▶ **EXTRACTED RECORDS**:
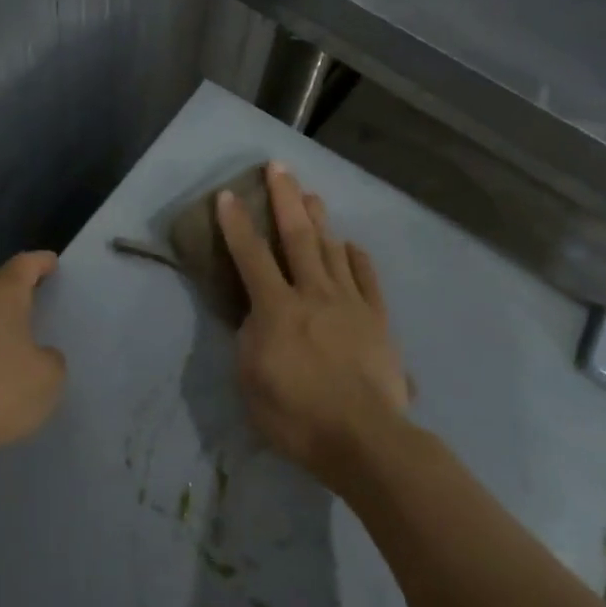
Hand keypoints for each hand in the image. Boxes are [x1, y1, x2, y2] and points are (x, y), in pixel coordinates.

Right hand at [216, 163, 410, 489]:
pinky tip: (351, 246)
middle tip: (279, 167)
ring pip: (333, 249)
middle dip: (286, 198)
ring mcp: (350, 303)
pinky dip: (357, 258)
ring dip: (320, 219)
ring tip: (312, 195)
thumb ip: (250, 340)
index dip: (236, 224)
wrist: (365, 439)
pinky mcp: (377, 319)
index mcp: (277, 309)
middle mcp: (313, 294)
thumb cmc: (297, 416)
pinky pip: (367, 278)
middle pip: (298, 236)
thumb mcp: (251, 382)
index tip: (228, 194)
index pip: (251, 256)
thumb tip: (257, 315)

--

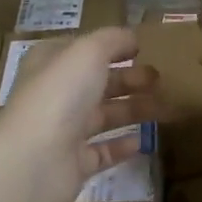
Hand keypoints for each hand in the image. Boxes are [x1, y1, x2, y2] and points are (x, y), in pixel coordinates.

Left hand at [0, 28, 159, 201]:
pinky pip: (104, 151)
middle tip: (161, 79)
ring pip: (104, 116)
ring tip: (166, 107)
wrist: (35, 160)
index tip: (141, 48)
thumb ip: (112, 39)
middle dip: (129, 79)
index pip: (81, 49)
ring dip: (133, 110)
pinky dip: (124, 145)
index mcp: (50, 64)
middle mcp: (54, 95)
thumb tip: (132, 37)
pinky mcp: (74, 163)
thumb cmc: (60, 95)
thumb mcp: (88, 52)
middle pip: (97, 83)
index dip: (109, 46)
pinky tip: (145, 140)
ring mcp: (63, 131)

▶ **ACTION ITEM**: Reproduce exactly, and only, the part of the listing above that begins at the line with "pinky dip: (357, 258)" and goes on through the line with "thumb tip: (257, 315)".

▶ **RESPONSE TO THIS TASK**:
pinky dip: (357, 258)
ring dip: (320, 219)
ring tip: (312, 195)
thumb ip: (250, 340)
index dip: (236, 224)
wrist: (365, 439)
pinky mcp: (377, 319)
index mcp: (277, 309)
middle mcp: (313, 294)
thumb cmc: (297, 416)
pinky pip: (367, 278)
middle pip: (298, 236)
thumb mcp: (251, 382)
index tip: (228, 194)
index pip: (251, 256)
thumb tip: (257, 315)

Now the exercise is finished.